Results: A total of 321 patients were analyzed, with 44 (14%) residing less than 30 km from their reference hospital, 169 (53%) between 30–40 km, and 108 (33%) more than 40 km away. Among patients in the group with an HDI above 0.8, 64% received intensive chemotherapy–based treatment and 28% received venetoclax with hypomethylating agents. Similarly, among those residing in regions with an HDI below 0.8, 57% received intensive chemotherapy and 22% received venetoclax with hypomethylating agents. Regarding risk stratification according to ELN 2022, 18% of the patients had a favorable prognosis, 46% an intermediate prognosis, and 36% an adverse prognosis. With a median follow-up of 32.2 months, the 3-year overall survival was 26.8% (95% CI, 21.6–33.3%), being 20.2% among those living in areas with HDI < 0.8 and 38.2% among those with HDI ≥ 0.8. Being treated in a public center instead of a private center was independently associated with na increased risk of mortality (HR 2.56; 95% CI 1.90 – 3.70, p<0.0001). In our analysis, the distance between a patient's residence and their reference hospital did not emerge as a relevant risk factor for overall mortality, early mortality, or mortality beyond 30 days. In contrast, the HDI of the patient's residential area proved to be an important determinant of outcomes. In the multivariate analysis, living in areas with higher HDI was significantly associated with a lower risk of death (HR 0.62; 95% CI 0.44–0.86; p = 0.0052). Even after adjusting for age, ELN 2022 risk stratification, and treatment in a public versus private hospital, HDI remained a protective factor (HR 0.65; 95% CI 0.44–0.86; p = 0.0015). Regarding barriers to hematopoietic stem cell transplantation, among the 124 patients deemed eligible for allogeneic transplantation, 61.4% of those residing in very high-HDI neighborhoods received the therapy, compared with only 38.4% of those living in areas with HDI < 0.8. This discrepancy was confirmed by chi-square analysis (p = 0.034).

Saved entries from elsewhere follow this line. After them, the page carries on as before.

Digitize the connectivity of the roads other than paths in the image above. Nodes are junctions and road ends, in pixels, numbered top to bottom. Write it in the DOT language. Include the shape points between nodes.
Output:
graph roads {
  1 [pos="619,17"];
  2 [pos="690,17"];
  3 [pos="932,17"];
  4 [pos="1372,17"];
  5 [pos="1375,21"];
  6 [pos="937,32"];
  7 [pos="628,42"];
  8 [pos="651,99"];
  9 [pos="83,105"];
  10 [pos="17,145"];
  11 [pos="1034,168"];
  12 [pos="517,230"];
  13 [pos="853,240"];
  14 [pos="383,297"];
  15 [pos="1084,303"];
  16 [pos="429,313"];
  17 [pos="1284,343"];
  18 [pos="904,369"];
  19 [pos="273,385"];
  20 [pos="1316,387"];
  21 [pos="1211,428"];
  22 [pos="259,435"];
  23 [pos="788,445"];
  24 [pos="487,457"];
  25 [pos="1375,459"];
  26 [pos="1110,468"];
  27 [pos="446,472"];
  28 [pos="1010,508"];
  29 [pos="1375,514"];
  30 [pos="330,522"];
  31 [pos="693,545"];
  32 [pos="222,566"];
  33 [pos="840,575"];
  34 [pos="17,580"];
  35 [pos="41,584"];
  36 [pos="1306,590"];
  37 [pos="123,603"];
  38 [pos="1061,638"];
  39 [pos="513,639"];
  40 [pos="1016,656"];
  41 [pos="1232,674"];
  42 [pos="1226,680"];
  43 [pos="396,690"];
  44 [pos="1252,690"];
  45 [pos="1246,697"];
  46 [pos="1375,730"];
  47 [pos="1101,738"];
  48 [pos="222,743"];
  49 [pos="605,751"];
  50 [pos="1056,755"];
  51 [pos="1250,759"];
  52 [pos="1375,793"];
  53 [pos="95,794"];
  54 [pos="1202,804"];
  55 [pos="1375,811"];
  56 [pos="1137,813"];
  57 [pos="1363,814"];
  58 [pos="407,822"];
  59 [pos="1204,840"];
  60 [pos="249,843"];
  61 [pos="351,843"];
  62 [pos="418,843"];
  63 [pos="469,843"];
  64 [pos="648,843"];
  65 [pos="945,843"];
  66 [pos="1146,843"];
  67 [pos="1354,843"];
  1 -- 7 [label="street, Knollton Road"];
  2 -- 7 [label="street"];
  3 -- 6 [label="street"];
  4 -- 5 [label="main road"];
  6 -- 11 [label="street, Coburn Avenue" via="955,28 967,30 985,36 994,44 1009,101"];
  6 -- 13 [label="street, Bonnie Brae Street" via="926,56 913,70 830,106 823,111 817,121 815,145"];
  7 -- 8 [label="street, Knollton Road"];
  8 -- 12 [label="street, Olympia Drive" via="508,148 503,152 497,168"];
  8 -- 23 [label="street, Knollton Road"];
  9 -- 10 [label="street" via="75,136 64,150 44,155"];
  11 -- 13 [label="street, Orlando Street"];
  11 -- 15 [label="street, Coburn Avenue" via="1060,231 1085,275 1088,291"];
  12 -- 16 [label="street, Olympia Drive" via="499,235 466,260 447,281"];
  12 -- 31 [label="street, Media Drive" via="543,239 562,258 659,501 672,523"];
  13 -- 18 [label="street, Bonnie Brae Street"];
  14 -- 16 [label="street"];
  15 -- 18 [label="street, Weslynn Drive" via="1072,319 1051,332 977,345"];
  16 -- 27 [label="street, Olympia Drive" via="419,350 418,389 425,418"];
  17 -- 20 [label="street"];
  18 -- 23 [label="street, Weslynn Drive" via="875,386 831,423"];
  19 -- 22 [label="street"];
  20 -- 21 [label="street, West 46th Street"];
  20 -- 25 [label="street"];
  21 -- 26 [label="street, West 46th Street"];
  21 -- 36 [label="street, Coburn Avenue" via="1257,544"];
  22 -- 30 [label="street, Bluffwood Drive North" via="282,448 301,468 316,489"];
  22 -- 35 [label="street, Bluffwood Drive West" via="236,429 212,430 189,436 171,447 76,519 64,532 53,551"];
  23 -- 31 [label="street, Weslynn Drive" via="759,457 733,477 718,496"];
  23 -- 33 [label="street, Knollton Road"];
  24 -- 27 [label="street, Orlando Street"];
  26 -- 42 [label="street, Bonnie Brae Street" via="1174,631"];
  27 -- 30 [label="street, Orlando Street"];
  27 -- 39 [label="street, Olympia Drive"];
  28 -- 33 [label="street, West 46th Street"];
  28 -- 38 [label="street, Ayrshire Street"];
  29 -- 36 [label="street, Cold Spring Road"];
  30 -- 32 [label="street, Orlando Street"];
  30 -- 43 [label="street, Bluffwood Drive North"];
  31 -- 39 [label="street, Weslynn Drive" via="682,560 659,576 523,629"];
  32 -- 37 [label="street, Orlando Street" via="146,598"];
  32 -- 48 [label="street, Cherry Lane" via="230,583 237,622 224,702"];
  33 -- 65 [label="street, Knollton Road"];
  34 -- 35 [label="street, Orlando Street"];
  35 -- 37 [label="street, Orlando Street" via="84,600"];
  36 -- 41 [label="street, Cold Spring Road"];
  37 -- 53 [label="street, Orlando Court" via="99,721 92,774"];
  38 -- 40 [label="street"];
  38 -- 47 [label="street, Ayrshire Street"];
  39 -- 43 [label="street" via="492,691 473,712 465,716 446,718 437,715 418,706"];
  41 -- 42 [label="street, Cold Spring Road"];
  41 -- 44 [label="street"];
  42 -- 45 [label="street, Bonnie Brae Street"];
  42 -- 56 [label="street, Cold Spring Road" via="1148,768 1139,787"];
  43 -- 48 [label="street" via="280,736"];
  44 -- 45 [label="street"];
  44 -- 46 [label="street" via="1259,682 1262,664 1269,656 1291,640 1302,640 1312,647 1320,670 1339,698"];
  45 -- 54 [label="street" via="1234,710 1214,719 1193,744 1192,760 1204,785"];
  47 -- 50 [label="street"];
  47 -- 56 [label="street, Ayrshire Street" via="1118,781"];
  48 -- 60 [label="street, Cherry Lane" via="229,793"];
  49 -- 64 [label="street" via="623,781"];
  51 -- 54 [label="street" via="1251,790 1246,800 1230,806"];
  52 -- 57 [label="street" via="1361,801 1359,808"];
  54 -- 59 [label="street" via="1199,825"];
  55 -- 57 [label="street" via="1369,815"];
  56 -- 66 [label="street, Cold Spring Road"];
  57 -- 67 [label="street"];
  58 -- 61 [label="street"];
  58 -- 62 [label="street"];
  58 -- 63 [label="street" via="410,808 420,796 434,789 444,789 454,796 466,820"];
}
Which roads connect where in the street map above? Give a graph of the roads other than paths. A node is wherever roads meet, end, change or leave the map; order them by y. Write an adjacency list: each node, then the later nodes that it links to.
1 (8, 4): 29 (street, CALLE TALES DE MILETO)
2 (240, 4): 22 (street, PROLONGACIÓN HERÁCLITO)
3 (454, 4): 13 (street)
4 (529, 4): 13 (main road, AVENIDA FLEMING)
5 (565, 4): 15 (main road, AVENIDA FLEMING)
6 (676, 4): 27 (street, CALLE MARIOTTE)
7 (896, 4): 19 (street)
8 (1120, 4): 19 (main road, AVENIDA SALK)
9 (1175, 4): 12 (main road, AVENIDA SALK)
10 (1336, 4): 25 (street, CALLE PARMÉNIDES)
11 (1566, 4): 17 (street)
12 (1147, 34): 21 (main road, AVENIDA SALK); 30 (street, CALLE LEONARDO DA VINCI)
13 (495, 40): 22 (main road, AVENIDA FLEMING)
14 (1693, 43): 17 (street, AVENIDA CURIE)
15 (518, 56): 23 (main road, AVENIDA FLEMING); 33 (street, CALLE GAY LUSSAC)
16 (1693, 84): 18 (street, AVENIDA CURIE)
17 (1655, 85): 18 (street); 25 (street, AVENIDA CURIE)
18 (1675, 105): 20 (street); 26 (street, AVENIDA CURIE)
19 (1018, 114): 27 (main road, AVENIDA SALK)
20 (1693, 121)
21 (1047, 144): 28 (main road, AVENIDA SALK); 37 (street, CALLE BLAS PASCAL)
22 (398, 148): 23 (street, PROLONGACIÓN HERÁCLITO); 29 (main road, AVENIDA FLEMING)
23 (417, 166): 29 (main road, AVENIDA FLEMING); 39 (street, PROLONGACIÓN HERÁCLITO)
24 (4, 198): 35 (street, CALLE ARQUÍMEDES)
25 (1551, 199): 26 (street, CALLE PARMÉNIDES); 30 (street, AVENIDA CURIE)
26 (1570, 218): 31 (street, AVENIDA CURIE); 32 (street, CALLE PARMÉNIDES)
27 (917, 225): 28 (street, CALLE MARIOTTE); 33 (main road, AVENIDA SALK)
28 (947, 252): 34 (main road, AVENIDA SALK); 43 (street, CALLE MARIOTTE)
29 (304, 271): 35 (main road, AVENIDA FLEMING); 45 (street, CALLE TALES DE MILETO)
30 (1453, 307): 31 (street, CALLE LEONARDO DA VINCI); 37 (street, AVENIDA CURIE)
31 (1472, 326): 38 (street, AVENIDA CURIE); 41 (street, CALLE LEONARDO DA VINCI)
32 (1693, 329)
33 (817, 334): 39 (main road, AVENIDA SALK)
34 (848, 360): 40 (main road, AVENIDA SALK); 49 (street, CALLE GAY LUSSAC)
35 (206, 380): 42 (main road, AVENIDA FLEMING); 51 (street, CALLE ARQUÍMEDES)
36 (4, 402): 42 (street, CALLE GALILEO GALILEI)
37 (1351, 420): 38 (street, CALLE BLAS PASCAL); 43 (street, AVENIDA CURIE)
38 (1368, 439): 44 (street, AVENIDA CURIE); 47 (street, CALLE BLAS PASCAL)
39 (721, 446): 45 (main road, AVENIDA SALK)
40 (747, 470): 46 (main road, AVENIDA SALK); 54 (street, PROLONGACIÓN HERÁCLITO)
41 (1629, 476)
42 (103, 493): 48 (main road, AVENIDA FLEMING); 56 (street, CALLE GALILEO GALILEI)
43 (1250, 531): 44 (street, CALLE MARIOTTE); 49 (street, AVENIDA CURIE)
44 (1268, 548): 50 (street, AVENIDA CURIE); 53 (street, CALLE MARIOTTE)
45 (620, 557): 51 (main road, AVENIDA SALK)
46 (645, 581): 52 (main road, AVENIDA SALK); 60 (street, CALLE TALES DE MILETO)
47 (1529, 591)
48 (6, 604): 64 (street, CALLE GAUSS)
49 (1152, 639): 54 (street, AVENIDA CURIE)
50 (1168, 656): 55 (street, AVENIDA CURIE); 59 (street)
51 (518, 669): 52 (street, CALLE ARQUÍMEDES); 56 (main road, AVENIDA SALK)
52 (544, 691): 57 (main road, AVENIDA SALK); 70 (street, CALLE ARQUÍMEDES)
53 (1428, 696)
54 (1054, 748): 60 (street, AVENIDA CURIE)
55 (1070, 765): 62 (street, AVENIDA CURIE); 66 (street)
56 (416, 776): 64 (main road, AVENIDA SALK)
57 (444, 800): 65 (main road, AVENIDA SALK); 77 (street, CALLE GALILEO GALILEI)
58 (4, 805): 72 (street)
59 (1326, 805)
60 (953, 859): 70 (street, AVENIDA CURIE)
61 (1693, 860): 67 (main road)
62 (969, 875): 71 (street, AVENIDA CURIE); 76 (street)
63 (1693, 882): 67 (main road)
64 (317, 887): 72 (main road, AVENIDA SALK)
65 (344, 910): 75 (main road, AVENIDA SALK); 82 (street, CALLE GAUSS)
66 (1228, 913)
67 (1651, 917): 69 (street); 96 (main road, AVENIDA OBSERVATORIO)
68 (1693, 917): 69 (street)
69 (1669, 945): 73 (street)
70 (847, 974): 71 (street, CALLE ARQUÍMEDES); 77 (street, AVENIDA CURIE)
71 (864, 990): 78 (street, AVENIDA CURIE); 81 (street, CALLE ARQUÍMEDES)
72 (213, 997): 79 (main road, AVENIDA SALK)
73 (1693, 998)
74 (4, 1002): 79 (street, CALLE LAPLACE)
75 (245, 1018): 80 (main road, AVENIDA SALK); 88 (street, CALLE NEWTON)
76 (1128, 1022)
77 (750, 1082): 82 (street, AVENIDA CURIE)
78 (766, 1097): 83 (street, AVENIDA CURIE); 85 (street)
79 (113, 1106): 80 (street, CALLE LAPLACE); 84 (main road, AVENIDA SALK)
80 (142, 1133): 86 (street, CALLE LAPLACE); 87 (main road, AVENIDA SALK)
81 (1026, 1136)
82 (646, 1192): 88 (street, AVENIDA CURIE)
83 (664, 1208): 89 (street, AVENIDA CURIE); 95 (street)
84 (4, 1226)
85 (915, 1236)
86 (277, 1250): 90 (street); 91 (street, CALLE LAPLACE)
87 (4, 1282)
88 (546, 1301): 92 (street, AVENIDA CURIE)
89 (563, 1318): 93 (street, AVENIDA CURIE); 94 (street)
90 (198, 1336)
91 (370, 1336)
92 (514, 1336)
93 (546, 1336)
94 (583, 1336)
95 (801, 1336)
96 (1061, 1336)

Conclusions: These findings suggest that, beyond geographic barriers, social and structural determinants—such as the HDI of the residential area and reliance on the public health system—significantly influence survival and access to high-complexity treatments in AML. Patients from regions with higher socioeconomic development appear more likely to receive potentially curative therapies, such as allogeneic stem cell transplantation, possibly due not only to better hospital infrastructure and greater availability of transplant beds, but also to stronger financial and social support systems, contributing to improved clinical outcomes regardless of travel distances to the hospital.